* **RECORDED INFORMATION**:
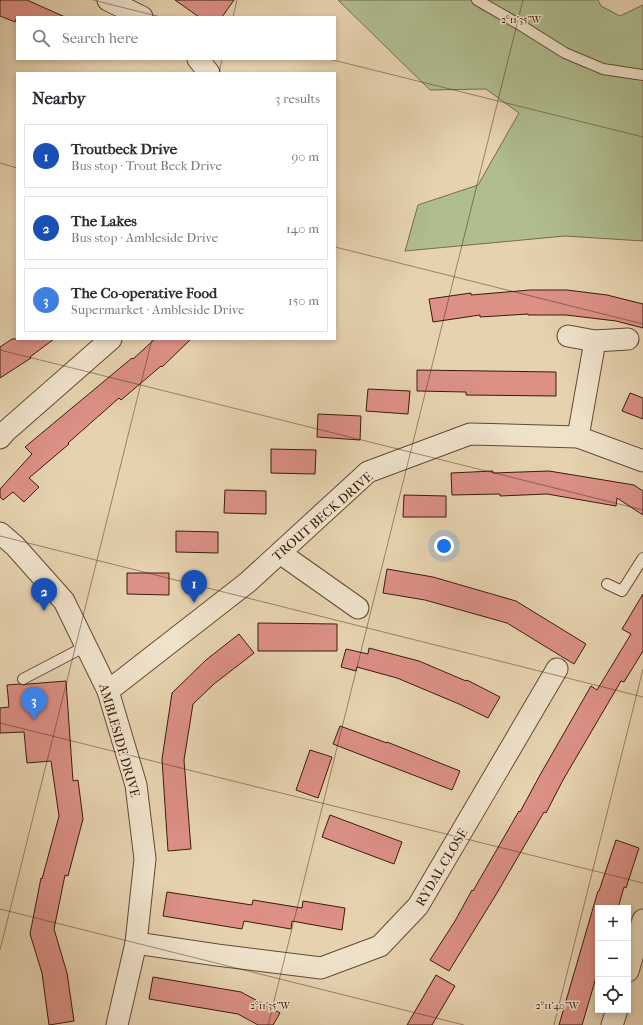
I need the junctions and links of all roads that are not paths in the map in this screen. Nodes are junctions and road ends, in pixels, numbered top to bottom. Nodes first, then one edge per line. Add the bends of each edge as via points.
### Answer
1 (108, 0) edge
2 (477, 0) edge
3 (140, 16) edge
4 (199, 60) edge
5 (208, 72) edge
6 (643, 75) edge
7 (568, 336) dead end
8 (628, 339) dead end
9 (111, 340) edge
10 (595, 341) junction
11 (578, 437) junction
12 (0, 438) edge
13 (643, 461) edge
14 (0, 533) edge
15 (280, 553) junction
16 (643, 558) edge
17 (607, 584) dead end
18 (358, 608) dead end
19 (86, 646) junction
20 (557, 669) dead end
21 (23, 679) dead end
22 (108, 691) junction
23 (643, 920) edge
24 (136, 943) junction
25 (631, 961) edge
26 (616, 1013) edge
27 (117, 1025) edge
28 (612, 1025) edge

1 - 3 street
2 - 6 lane via 566,53 603,69
4 - 5 street
7 - 10 street
8 - 10 street
9 - 12 street
10 - 11 street
11 - 13 street, TROUT BECK DRIVE
11 - 15 street, TROUT BECK DRIVE via 470,434 368,472
14 - 19 street, AMBLESIDE DRIVE via 15,546 64,601
15 - 18 street
15 - 22 street, TROUT BECK DRIVE via 248,582
16 - 17 lane via 622,592
19 - 21 lane
19 - 22 street, AMBLESIDE DRIVE
20 - 24 street, RYDAL CLOSE via 418,906 380,946 322,968
22 - 24 street, AMBLESIDE DRIVE via 136,785 145,859
23 - 25 street
24 - 27 street, AMBLESIDE DRIVE
26 - 28 street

* **PROBLEM DESCRIPTION**: Reproduce the entries above word for word. Pictures stay out.

* **COMPLETED EXERCISE**:
I need the junctions and links of all roads that are not paths in the map in this screen. Nodes are junctions and road ends, in pixels, numbered top to bottom. Nodes first, then one edge per line. Add the bends of each edge as via points.
### Answer
1 (108, 0) edge
2 (477, 0) edge
3 (140, 16) edge
4 (199, 60) edge
5 (208, 72) edge
6 (643, 75) edge
7 (568, 336) dead end
8 (628, 339) dead end
9 (111, 340) edge
10 (595, 341) junction
11 (578, 437) junction
12 (0, 438) edge
13 (643, 461) edge
14 (0, 533) edge
15 (280, 553) junction
16 (643, 558) edge
17 (607, 584) dead end
18 (358, 608) dead end
19 (86, 646) junction
20 (557, 669) dead end
21 (23, 679) dead end
22 (108, 691) junction
23 (643, 920) edge
24 (136, 943) junction
25 (631, 961) edge
26 (616, 1013) edge
27 (117, 1025) edge
28 (612, 1025) edge

1 - 3 street
2 - 6 lane via 566,53 603,69
4 - 5 street
7 - 10 street
8 - 10 street
9 - 12 street
10 - 11 street
11 - 13 street, TROUT BECK DRIVE
11 - 15 street, TROUT BECK DRIVE via 470,434 368,472
14 - 19 street, AMBLESIDE DRIVE via 15,546 64,601
15 - 18 street
15 - 22 street, TROUT BECK DRIVE via 248,582
16 - 17 lane via 622,592
19 - 21 lane
19 - 22 street, AMBLESIDE DRIVE
20 - 24 street, RYDAL CLOSE via 418,906 380,946 322,968
22 - 24 street, AMBLESIDE DRIVE via 136,785 145,859
23 - 25 street
24 - 27 street, AMBLESIDE DRIVE
26 - 28 street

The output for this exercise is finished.